The following block of text explains things, but it might
be clearer if it's rearranged a bit:
- Backward allocation leads to significant fragmentation
  of directories, which degrades directory performance.
- Therefore we always want to choose the option that
  produces forward allocation patterns.
- Preferring the lower bno extent will make the next
  request use "end" as the start of the next allocation.
  If the segment is no longer busy at that point, we'll
  then get a contiguous allocation, but even if it is
  still busy, we'll get a forward allocation.

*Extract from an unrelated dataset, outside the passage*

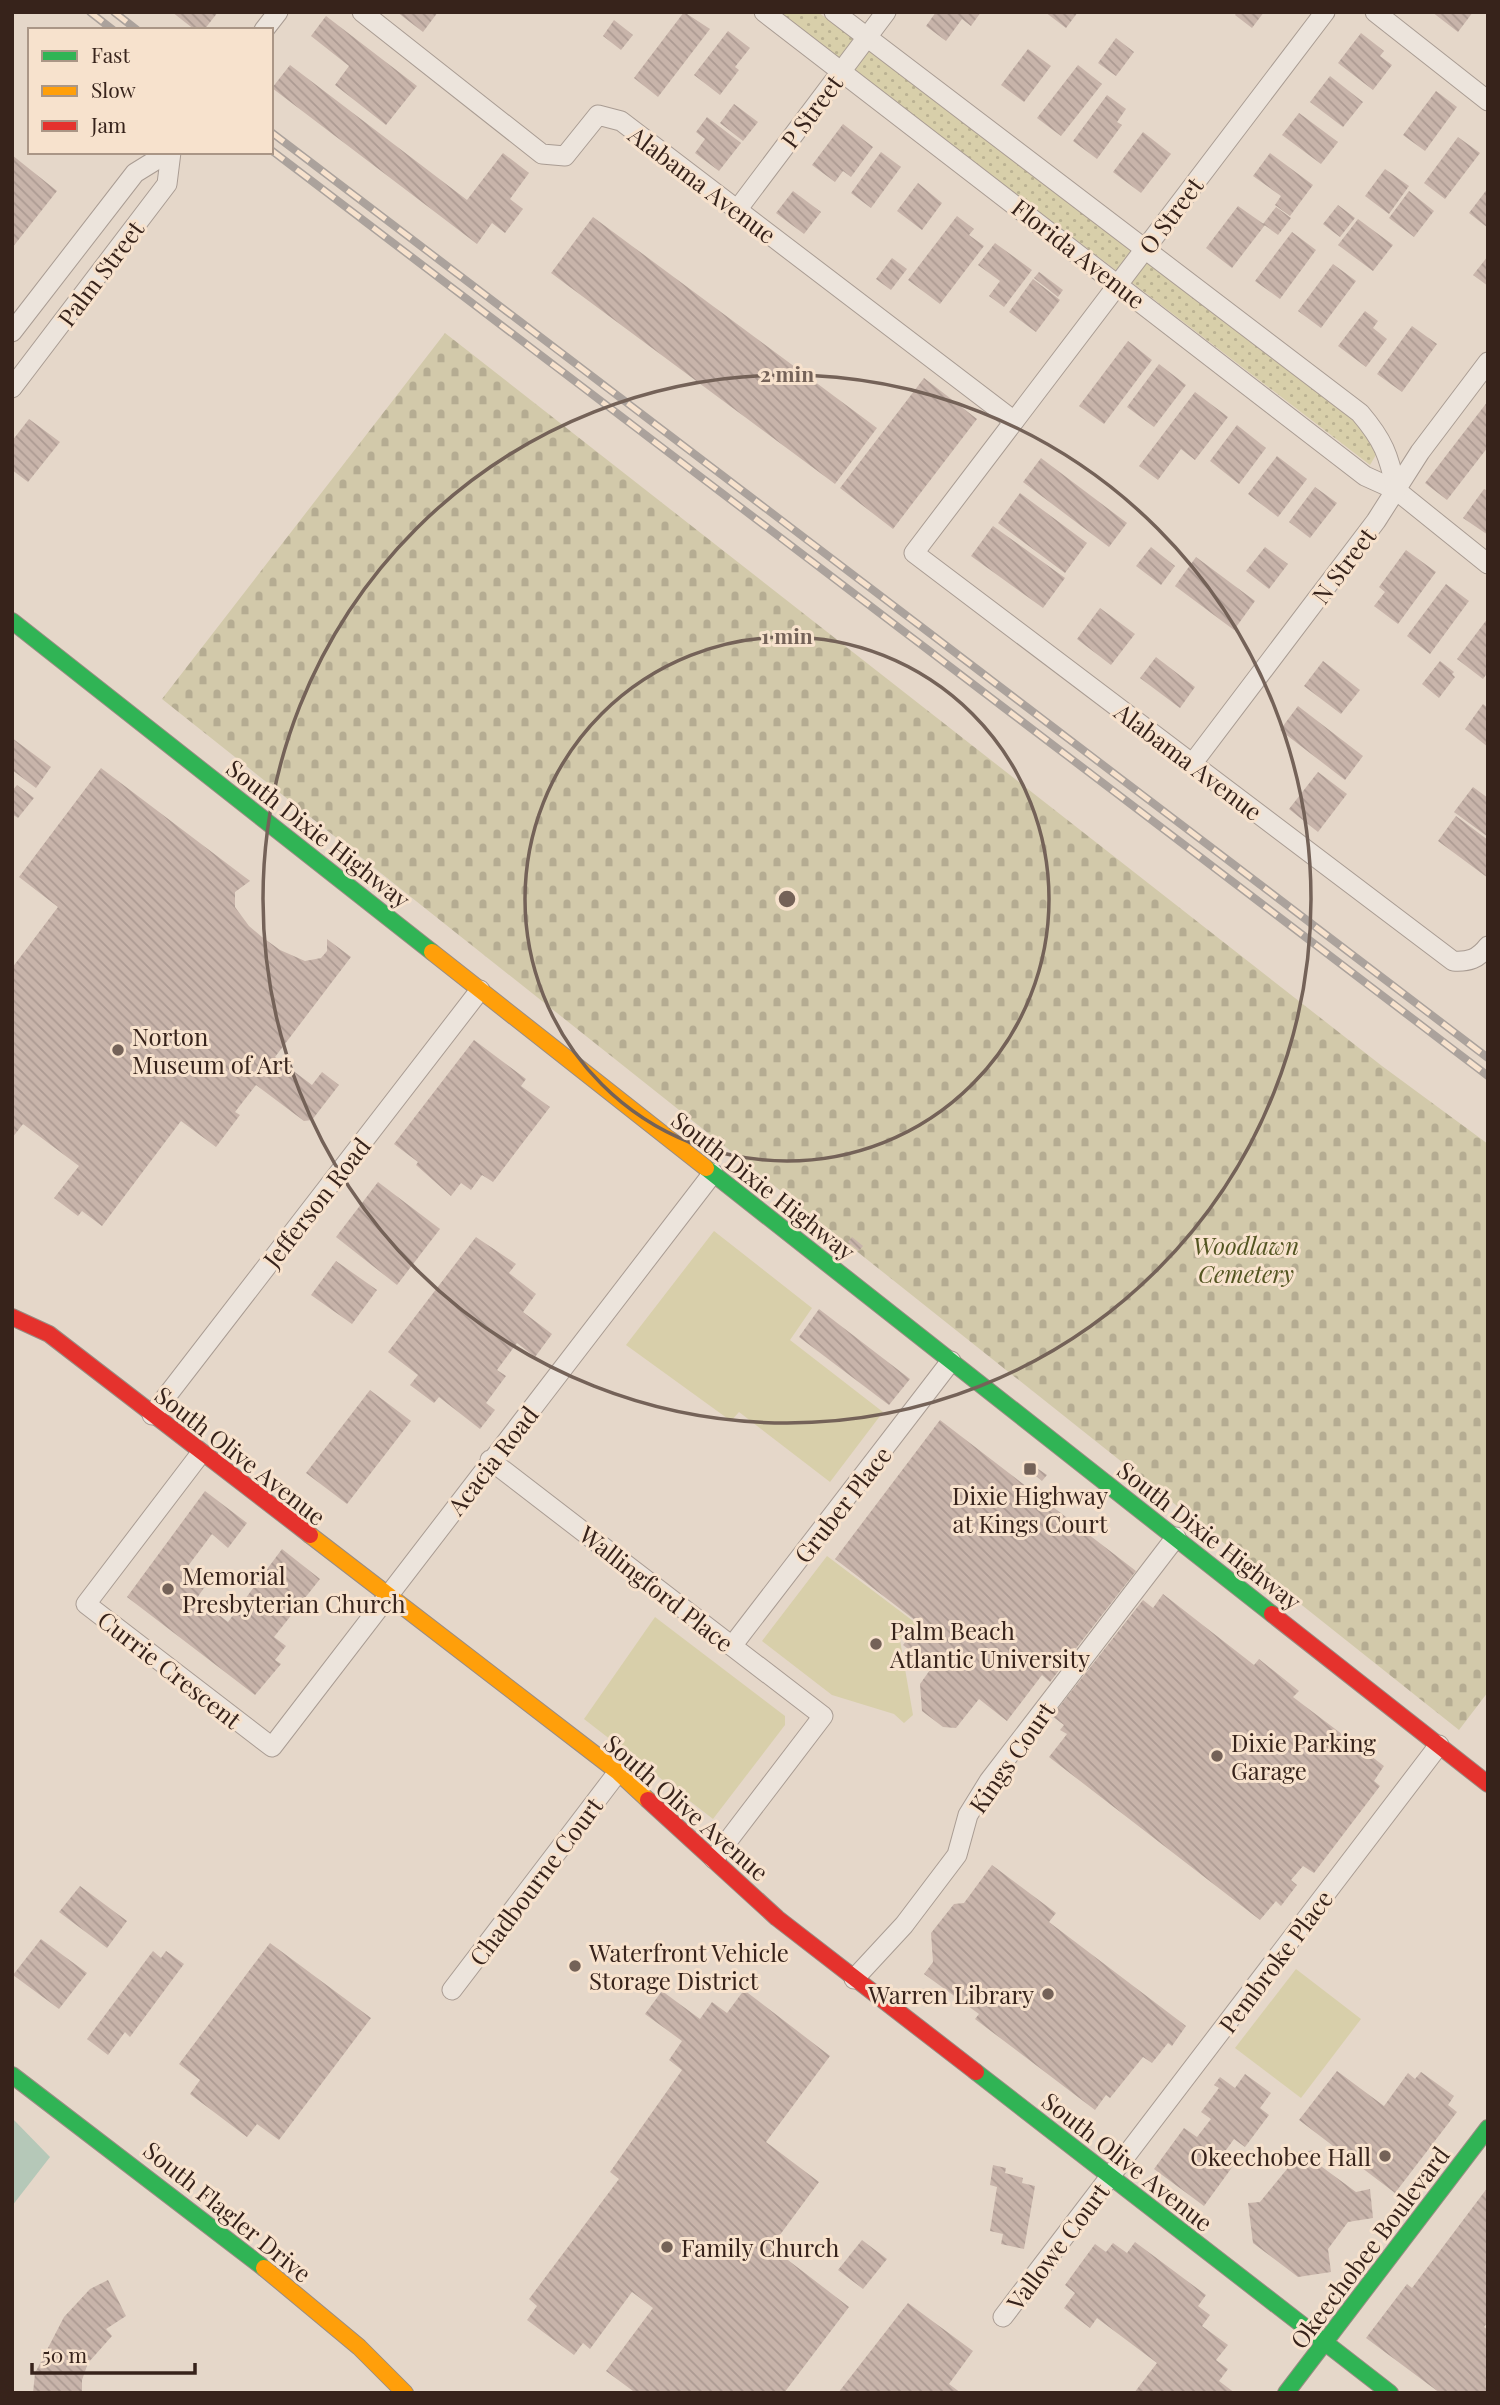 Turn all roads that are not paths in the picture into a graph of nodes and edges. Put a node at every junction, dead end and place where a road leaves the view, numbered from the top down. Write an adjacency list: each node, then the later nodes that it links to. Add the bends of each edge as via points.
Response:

- We try to avoid choosing the segment at "bend",
  because that can lead to the next allocation taking
  the segment at "bno"--which would be a backward
  allocation.
- We only use the segment at "bno" if it is much larger
  than the current requested size, because in that case
  there's a good chance subsequent allocations will
  be contiguous.

(Something like that anyway, I just wanted to provide
an example rather than just saying "it's wrong.")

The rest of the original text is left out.